Vicino al bar dell’università, riferisce il Daily Mail, è stato realizzato un prototipo che genera elettricità in continuazione: poco più di mezzo litro di urina è sufficiente per sei ore di ricarica, che può alimentare uno smartphone per tre ore.
 A studenti e professori è stato chiesto di donare la loro pipì per far funzionare il sistema e generare abbastanza elettricità per alimentare l’illuminazione interna del bar.

Perché non utilizzarla anche in campo umanitario?

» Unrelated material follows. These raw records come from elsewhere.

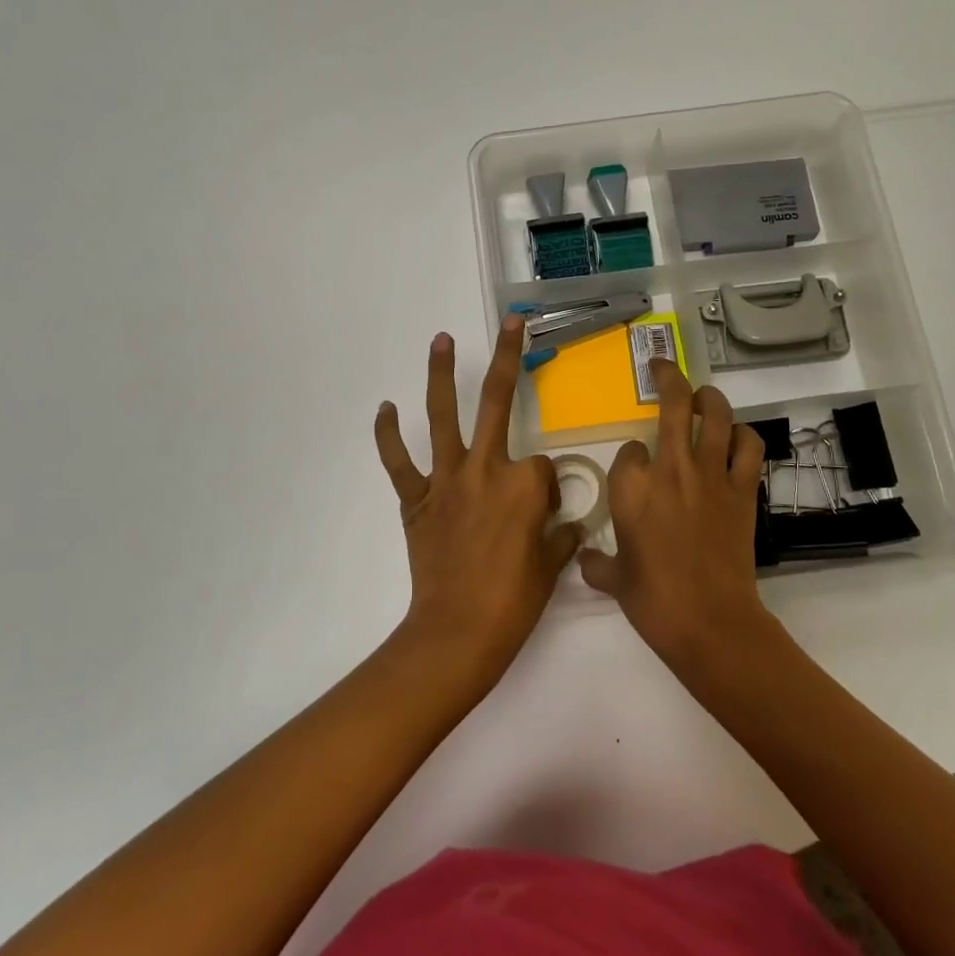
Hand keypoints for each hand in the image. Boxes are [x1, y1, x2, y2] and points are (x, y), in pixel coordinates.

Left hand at [374, 315, 583, 678]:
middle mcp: (487, 468)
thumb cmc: (514, 602)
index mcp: (525, 484)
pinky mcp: (417, 499)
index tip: (543, 515)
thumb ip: (562, 536)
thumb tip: (568, 526)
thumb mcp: (552, 566)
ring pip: (443, 417)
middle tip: (512, 323)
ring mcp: (448, 481)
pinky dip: (389, 436)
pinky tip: (386, 409)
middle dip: (508, 358)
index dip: (546, 488)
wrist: (459, 632)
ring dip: (440, 375)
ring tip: (440, 340)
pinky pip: (400, 462)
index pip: (543, 466)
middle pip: (498, 403)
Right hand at [579, 359, 771, 667]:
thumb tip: (585, 557)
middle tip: (662, 367)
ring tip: (703, 395)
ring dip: (710, 397)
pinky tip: (737, 438)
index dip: (630, 456)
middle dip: (666, 378)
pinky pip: (749, 447)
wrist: (708, 620)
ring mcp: (710, 475)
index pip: (628, 450)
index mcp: (630, 487)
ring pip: (715, 415)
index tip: (633, 469)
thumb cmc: (652, 599)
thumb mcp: (613, 580)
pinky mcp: (742, 489)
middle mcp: (669, 468)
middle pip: (672, 404)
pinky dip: (745, 436)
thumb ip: (596, 562)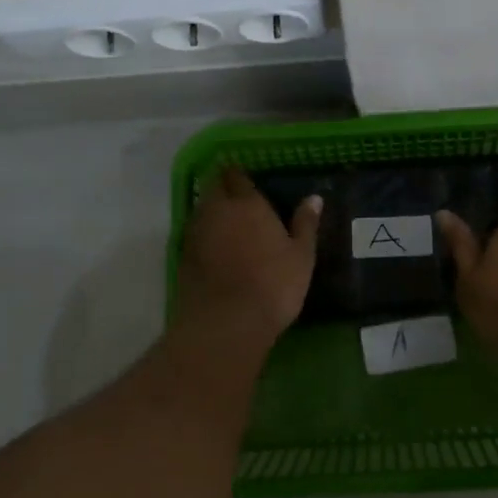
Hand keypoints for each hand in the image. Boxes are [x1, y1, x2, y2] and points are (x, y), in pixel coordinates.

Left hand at [176, 167, 320, 342]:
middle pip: (213, 187)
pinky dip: (203, 235)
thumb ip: (305, 224)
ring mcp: (196, 233)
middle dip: (222, 187)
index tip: (245, 178)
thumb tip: (314, 198)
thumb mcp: (301, 256)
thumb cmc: (273, 285)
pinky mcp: (182, 257)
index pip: (237, 176)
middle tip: (235, 196)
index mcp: (247, 204)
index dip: (239, 175)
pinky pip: (194, 235)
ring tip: (226, 221)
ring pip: (201, 210)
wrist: (226, 322)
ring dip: (211, 210)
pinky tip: (214, 248)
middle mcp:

E le applicazioni sono infinite, anche in campo umanitario, basti pensare a quanto può essere utile nei campi per migranti e sfollati. “Oxfam è esperta nel fornire servizi igienici in zone di disastri ed è sempre una sfida portare la luce in aree inaccessibili lontane dalla rete elettrica”, ha ricordato Andy Bastable, a capo della sezione acqua e servizi igienici dell’organizzazione internazionale.

“Questa tecnologia è un grande passo avanti: vivere in un campo rifugiati è già abbastanza duro senza dover aggiungere la minaccia di essere aggrediti in un luogo buio di notte”, ha spiegato, sottolineando che “le potenzialità sono enormi”. E i costi abbordabili, ha aggiunto Ieropoulos: “Una pila a combustibile microbiologica costa circa una sterlina (1,13 euro) per farla, e crediamo che una piccola unità come il prototipo che abbiamo realizzato per l’esperimento potrebbe costare 600 sterline (680 euro), un vantaggio significativo dal momento che questa tecnologia è in teoria eterna”.